[OpenAFS-devel] Re: Path MTU discovery

Andrew Deason adeason@sinenomine.net
Tue, 25 Sep 2012 16:17:14 -0500


On Tue, 25 Sep 2012 16:20:56 -0400
Derrick Brashear <shadow@gmail.com> wrote:

> > lastPacket/lastPing can't lower the mtu, though, as I understand it.
> > They can only raise it.
> 
> not per se. it's used to know what the last thing we actually were
> able to send was, and the downward tweak happens with the mtuout code.

I mean, nothing involving the sending/receiving or lack of receiving of
those packets specifically causes the tracked mtu to decrease. It's only
when we hit mtuout in CheckCall, which happens on general loss of
connectivity.

> > If I can try to draw out how this works / would work:
> >
> >  - "normally" every N seconds, we send out a padded DF ping a little
> >    larger than the known path MTU. If we get a response or an ICMP frag
> >    error, set the pmtu.
> >
> >  - After X seconds/packets of packet loss, we send out a padded DF ping
> >    smaller than the known path MTU. If we get a response or ICMP frag
> >    error, set the pmtu. If we don't get either after Y seconds, repeat
> >    with smaller packets.
> 
> codify "packet loss", because here's where it gets exciting.

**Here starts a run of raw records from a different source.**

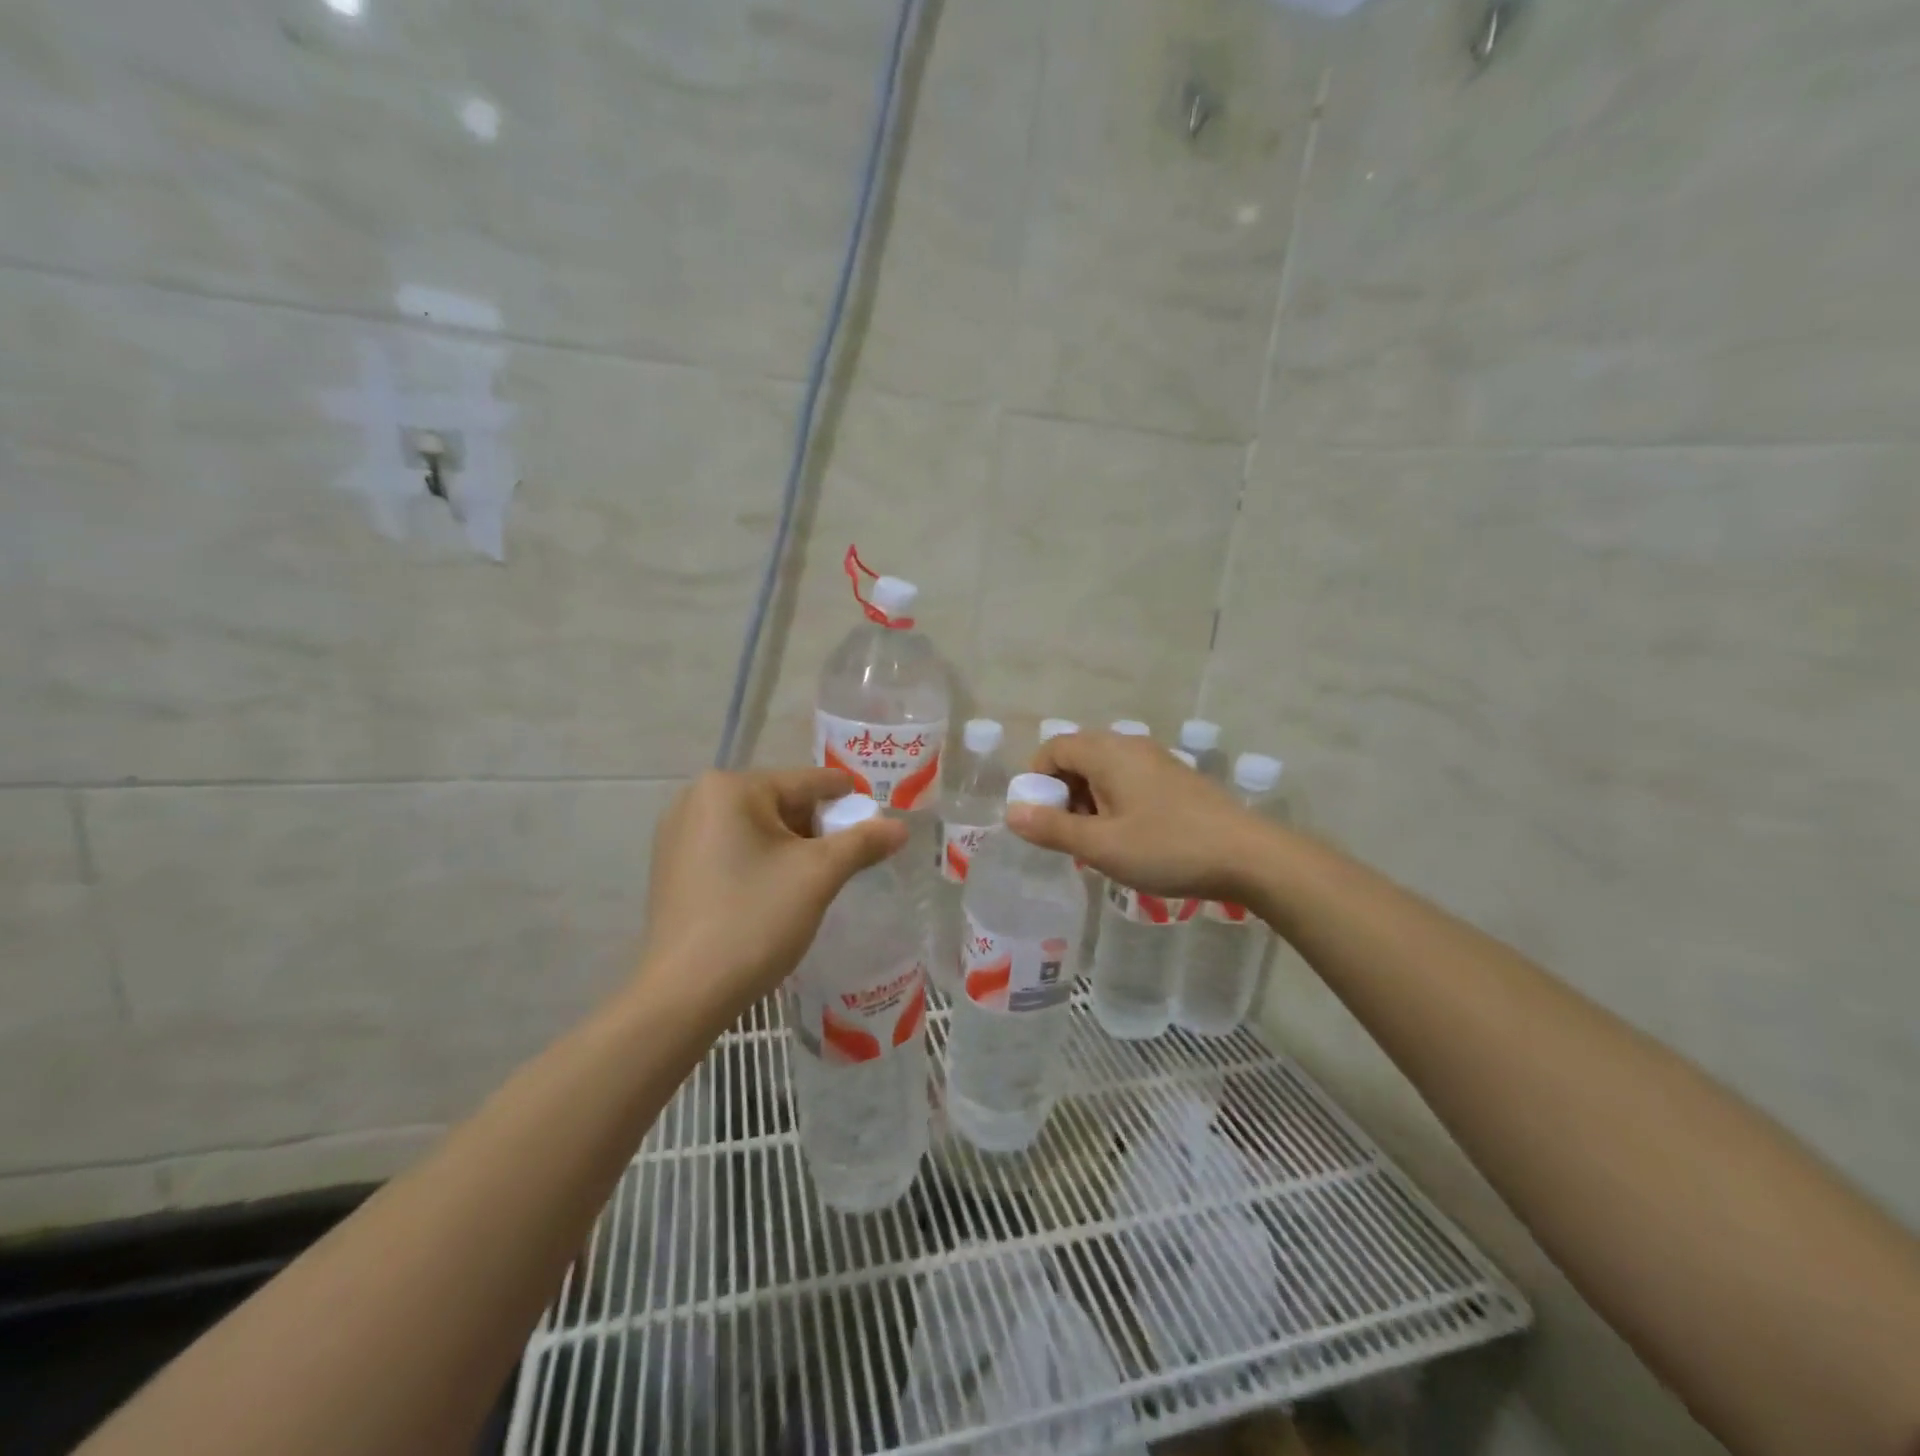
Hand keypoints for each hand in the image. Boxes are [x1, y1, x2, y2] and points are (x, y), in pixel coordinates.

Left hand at [639, 768, 907, 1018]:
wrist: (685, 994)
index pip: (806, 782)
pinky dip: (761, 862)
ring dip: (791, 847)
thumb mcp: (818, 876)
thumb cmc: (755, 919)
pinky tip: (776, 892)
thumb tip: (900, 827)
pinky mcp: (673, 867)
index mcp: (730, 787)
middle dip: (817, 829)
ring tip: (817, 879)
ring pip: (756, 828)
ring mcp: (678, 834)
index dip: (847, 800)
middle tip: (848, 858)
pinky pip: (731, 849)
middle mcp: (697, 799)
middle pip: (780, 803)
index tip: (877, 818)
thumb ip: (863, 843)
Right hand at [1006, 730, 1261, 901]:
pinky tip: (1130, 839)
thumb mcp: (1102, 846)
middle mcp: (1130, 746)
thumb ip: (1053, 829)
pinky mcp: (1176, 779)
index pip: (1054, 748)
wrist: (1249, 856)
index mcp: (1108, 753)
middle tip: (1070, 836)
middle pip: (1078, 757)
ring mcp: (1157, 760)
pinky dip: (1115, 803)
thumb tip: (1012, 814)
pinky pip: (1129, 781)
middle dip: (1063, 794)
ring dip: (1089, 802)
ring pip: (1104, 771)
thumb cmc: (1168, 848)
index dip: (1037, 779)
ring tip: (1099, 843)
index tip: (1040, 819)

I don't mean that that's simple, but we have to make that determination
any way; I'm treating it as a black box since I don't think it affects
the rest of this design.

But off the top of my head... I would assume a similar definition as
idledead, though, but only while in sending mode. If no "progress" has
been made (meaning lack of soft ACKs) in X seconds for a call, but the
pings to avoid RX_CALL_DEAD are still getting through, you flag the peer
somehow.

Or it could just be whenever a call dies due to timeout network issues;
there's probably not much point in trying to figure out the mtu during a
running call, since if the packets are getting dropped, there's nothing
we can do.

> > Currently the 'pings' are done as call events, which I think is
> > really adding to the complexity. If we could do this per-peer (as
> > has been suggested for the NATping stuff, too), I think it would
> > make this easier to follow and would reduce overhead.
> 
> well, the nat ping stuff has been restructured to be different, but
> yeah.

nat ping is still an event on a connection object, isn't it? It may only
be one conn per peer, but it's still attached to the conn.

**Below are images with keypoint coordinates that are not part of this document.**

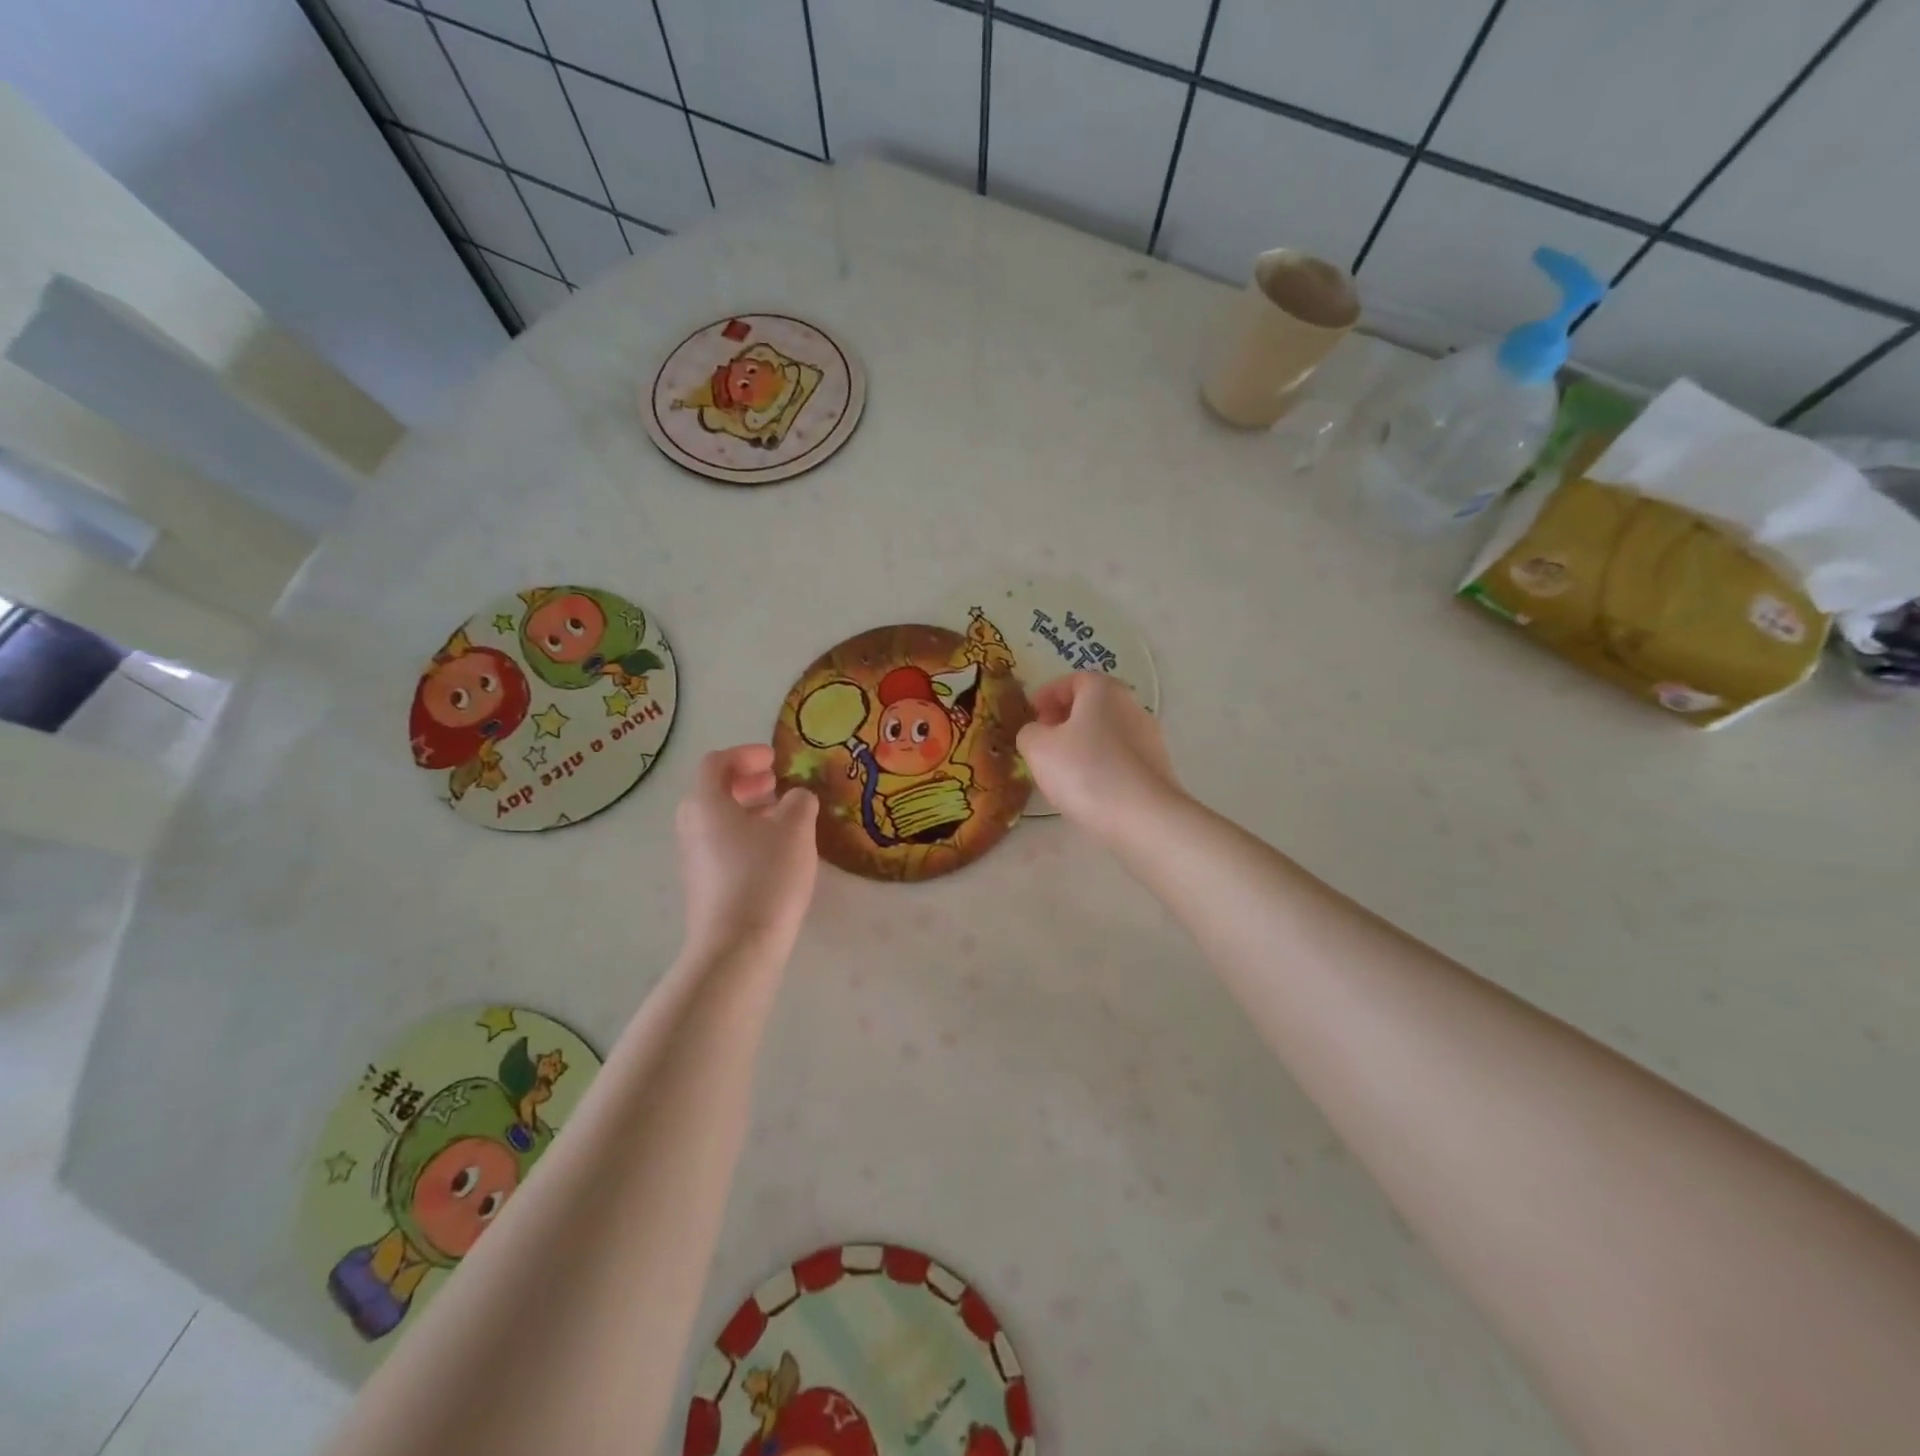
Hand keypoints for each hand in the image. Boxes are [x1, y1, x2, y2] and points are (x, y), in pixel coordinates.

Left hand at [675, 745, 818, 958]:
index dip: (746, 754)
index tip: (775, 759)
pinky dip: (745, 836)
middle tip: (776, 784)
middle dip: (746, 783)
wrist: (737, 947)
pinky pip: (722, 846)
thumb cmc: (765, 876)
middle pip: (713, 792)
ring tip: (782, 818)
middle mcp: (691, 827)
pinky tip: (774, 853)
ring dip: (748, 811)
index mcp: (706, 804)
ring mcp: (694, 859)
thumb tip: (796, 796)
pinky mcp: (703, 886)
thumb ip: (799, 802)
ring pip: (718, 821)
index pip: (716, 763)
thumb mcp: (795, 830)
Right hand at [1016, 673, 1182, 839]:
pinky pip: (1120, 758)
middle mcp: (1132, 706)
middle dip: (1064, 719)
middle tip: (1042, 741)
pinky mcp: (1157, 769)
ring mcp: (1150, 738)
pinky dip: (1100, 765)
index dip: (1048, 694)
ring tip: (1061, 770)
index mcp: (1104, 691)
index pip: (1073, 679)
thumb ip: (1029, 733)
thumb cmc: (1085, 771)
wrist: (1144, 818)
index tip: (1031, 715)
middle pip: (1092, 705)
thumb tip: (1037, 733)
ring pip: (1106, 732)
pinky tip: (1087, 789)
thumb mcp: (1038, 749)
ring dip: (1082, 744)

> > Rx ping acks iirc need to be tied to a call, though; would it be
> > possible to use "version" packets for this again?
> 
> if we're sending them anyway, yes, but the goal there was to generate
> no extra traffic in the base case.

I have a hard time seeing either scenario being a problem:

 - Attempting to grow an unchanging the MTU should be really infrequent,
   so this should not impact net performance (possibly just turning off
   entirely, if nothing changes after a certain amount of time)
 
 - Attempting to shrink an MTU could be more frequent, but should only
   be done when call data isn't processing anyway, so we are not
   impacting existing activity

> we need a way to discover nat ping is unneeded and not send it, and
> marking such a thing in the peer and then doing this seems reasonable.

I didn't think this was possible in theory, since stateful firewalls can
exist even when the addresses look correct. Or you could theoretically
be NATd multiple times involving a public address or something.

-- 
Andrew Deason
adeason@sinenomine.net